[Work required]: Reproduce exactly, with no other output, every line of the data below from the line containing "wrist: (116, 235)" to the end, inclusive.

[The input]:
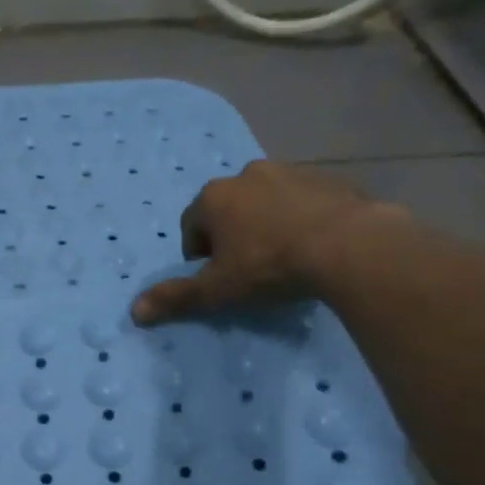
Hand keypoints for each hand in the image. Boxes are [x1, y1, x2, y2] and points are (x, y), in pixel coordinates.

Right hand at [130, 161, 401, 323]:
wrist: (350, 246)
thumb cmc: (270, 266)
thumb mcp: (217, 289)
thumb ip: (176, 297)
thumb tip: (134, 312)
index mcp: (213, 197)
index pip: (190, 225)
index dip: (199, 254)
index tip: (216, 277)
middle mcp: (246, 174)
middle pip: (227, 209)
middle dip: (231, 234)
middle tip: (248, 267)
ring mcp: (289, 172)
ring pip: (265, 201)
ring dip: (266, 222)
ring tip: (283, 256)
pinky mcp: (328, 178)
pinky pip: (302, 200)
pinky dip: (300, 218)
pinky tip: (313, 244)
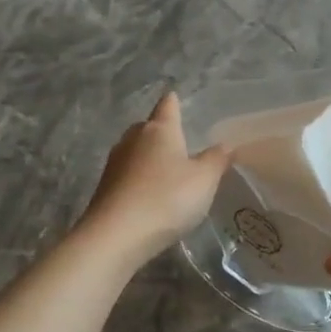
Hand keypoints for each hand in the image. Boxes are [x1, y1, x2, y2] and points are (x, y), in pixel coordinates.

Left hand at [82, 91, 233, 262]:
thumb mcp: (204, 180)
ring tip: (167, 169)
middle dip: (161, 131)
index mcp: (159, 130)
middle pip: (148, 127)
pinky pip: (128, 174)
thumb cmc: (167, 198)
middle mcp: (133, 139)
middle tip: (179, 140)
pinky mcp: (105, 188)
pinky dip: (140, 178)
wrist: (116, 235)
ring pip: (136, 151)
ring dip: (150, 156)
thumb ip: (217, 160)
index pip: (167, 105)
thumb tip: (225, 145)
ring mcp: (115, 164)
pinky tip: (151, 193)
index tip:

[Written solution]:
wrist: (116, 235)
ring pip: (136, 151)
ring dip: (150, 156)
thumb ip: (217, 160)
index pip: (167, 105)
thumb tip: (225, 145)
ring mcp: (115, 164)
pinky tip: (151, 193)
index tip:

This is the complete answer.